After showing we could successfully transform the two existing committees at UCM, we looked into setting up committees for our electrophysiology lab, a second committee for the OR (to focus on commodity items), our clinical laboratories, and a team for linen usage. We are in the early stages of building teams for GI/bronch, cardiac cath lab, and ambulatory clinics. We intend to use the same strategy in these areas as we did with the first two, that is, enlist key clinical champions to drive the clinical review and discussion, and direct our team to mine and present the commercial and product analysis.

Our early successes received recognition from the University HealthSystem Consortium, or UHC, as we were awarded their Silver Award for 2nd place overall from their membership’s value analysis programs for our program ROI based on savings and labor expense.

Our next step in our value analysis evolution will be a focus on utilization analysis, that is, looking at our usage of products in procedural and patient care settings. We are currently analyzing software tools to help us mine this data and provide it to our teams.

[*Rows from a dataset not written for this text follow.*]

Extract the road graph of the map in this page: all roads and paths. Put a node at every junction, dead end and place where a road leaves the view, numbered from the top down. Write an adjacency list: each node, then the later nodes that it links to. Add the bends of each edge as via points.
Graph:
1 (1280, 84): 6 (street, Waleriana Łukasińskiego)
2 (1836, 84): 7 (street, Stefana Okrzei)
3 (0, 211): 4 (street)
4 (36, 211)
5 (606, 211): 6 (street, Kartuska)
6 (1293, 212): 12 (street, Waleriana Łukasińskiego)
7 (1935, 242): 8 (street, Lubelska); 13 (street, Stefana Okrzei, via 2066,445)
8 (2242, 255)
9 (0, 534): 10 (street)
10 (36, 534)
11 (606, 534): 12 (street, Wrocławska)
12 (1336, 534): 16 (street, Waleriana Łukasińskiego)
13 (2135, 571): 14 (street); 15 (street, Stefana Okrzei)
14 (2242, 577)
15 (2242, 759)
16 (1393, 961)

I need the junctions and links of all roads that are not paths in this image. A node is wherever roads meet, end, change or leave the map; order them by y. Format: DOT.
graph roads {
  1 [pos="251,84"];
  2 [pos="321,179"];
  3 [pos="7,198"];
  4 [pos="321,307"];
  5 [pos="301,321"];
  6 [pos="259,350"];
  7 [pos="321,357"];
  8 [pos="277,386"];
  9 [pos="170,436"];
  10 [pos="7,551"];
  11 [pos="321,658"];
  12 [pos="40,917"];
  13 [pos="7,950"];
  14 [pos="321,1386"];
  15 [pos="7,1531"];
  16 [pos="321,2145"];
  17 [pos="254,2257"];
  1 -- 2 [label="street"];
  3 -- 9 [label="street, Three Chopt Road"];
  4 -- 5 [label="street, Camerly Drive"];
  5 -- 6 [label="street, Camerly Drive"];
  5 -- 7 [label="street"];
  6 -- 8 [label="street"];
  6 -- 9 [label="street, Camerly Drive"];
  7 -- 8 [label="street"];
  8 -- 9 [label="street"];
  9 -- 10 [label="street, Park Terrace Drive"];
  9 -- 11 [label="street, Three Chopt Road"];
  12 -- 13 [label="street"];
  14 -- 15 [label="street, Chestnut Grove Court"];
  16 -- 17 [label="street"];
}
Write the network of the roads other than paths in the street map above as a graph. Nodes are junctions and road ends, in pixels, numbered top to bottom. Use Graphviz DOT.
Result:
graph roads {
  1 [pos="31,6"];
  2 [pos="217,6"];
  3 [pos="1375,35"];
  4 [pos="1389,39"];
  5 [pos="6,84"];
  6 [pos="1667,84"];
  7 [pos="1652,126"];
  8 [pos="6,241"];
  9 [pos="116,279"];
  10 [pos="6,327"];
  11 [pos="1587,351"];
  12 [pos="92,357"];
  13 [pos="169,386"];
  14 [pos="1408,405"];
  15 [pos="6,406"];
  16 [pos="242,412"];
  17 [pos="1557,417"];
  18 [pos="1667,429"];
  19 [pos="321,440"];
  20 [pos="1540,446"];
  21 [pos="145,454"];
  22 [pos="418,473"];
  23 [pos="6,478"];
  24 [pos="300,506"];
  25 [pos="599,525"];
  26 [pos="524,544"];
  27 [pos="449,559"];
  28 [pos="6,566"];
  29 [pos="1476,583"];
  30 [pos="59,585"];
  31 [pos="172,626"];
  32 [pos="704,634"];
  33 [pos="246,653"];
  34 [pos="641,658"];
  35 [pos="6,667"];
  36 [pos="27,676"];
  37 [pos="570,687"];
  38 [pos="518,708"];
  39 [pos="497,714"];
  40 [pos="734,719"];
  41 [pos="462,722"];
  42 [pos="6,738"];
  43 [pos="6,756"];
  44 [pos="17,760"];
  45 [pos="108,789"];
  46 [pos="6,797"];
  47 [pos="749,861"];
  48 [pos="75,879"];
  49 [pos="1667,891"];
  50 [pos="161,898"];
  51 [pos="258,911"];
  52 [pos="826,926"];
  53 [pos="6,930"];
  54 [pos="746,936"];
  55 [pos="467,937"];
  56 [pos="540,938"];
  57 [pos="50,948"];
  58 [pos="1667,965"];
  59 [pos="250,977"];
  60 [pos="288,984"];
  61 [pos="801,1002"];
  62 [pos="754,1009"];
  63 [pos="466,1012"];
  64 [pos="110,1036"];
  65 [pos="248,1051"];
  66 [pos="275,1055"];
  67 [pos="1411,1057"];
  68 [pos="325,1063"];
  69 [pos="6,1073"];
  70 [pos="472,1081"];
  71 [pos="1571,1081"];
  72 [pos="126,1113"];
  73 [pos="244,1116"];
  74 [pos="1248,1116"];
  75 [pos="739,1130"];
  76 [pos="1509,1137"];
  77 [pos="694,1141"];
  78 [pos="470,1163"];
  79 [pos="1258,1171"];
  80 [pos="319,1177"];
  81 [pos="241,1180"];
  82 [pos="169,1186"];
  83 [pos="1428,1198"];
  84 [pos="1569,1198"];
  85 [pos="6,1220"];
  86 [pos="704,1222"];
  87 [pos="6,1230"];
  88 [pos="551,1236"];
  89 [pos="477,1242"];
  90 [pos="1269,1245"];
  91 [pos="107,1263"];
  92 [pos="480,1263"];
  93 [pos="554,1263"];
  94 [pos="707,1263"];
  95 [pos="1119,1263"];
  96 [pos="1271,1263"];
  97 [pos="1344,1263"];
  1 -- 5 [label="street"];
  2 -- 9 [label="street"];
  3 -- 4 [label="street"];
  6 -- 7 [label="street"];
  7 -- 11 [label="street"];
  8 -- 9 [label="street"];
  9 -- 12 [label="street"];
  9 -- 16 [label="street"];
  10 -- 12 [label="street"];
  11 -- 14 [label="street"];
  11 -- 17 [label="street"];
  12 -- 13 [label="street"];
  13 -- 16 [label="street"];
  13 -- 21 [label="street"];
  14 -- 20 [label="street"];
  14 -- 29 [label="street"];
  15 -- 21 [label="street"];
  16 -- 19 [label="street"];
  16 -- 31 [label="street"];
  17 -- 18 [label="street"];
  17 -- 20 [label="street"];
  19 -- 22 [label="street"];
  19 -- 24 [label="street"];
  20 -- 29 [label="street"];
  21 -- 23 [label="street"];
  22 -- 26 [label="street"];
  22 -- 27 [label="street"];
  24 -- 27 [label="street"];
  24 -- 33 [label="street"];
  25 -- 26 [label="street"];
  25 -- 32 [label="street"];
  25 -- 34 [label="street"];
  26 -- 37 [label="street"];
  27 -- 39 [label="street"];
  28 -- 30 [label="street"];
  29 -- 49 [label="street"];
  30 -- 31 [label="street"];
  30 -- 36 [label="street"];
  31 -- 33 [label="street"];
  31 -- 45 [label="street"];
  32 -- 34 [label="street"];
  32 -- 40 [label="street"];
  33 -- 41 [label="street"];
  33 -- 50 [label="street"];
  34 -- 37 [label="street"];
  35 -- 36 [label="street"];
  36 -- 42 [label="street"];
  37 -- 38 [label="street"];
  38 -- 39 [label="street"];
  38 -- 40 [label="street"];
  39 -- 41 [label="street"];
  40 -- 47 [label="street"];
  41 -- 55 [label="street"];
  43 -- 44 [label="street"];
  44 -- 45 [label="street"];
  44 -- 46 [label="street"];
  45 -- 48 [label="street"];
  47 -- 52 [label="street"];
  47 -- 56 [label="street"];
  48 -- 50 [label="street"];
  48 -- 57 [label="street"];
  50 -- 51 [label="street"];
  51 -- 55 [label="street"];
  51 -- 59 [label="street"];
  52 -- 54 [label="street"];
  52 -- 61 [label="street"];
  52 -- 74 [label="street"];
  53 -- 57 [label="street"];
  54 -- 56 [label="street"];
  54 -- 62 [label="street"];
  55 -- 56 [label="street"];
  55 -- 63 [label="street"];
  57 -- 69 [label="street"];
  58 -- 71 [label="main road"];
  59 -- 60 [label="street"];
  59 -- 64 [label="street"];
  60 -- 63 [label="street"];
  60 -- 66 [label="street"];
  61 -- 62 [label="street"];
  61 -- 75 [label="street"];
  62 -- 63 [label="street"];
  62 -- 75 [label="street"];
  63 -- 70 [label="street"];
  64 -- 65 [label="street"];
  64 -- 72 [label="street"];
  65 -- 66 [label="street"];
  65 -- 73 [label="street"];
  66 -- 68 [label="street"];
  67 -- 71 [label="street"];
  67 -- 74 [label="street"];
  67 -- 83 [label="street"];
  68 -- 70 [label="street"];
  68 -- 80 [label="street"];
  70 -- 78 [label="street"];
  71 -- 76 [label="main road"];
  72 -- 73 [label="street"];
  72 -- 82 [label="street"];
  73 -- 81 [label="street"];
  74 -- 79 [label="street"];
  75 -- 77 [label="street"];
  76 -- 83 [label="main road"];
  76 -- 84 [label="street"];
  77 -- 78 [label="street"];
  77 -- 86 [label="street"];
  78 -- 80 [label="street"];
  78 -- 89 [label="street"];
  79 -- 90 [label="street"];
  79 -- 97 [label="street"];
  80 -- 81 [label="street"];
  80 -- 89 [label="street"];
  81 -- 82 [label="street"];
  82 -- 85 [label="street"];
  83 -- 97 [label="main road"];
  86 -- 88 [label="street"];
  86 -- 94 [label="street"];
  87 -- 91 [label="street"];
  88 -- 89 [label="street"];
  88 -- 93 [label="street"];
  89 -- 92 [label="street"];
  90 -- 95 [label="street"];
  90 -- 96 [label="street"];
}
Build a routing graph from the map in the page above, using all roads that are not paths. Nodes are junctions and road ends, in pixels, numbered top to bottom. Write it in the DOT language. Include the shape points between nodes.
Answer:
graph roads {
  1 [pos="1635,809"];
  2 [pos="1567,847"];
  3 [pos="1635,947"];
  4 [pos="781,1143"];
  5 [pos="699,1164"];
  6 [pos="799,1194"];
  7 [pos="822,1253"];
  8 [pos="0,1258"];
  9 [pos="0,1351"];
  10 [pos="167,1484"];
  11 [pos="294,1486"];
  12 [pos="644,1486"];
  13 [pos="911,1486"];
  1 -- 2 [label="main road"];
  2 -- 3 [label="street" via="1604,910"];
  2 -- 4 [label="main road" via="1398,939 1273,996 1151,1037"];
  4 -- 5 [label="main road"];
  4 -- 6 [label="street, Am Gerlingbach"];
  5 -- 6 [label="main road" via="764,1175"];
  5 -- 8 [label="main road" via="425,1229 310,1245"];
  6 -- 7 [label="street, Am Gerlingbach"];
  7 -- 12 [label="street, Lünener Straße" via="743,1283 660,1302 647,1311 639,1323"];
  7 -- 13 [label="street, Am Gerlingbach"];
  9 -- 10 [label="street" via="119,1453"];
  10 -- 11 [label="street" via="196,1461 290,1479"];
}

Now that we have the support structure in place and the confidence of our clinical leaders, we can drive these projects without our clinicians getting defensive. But it all depends on having strong and accurate data. In one pilot project, we looked at the cost per case of our laparoscopic cholecystectomy procedures and compared the supplies costs among various surgeons. The data showed significant differences, causing us to explore other components, including case length and complexity. It will serve as a pilot for other projects, as we seek to drive real efficiencies and help us move to the next step in value analysis.

Eric Tritch is director, strategic sourcing – supply chain, The University of Chicago Medicine, Chicago. Prior to joining UCM in 2011, he had a brief stint at Loyola University Medical Center in its supply chain department, but spent most of his career in supply chain roles in the manufacturing sector and some time in eSourcing consulting.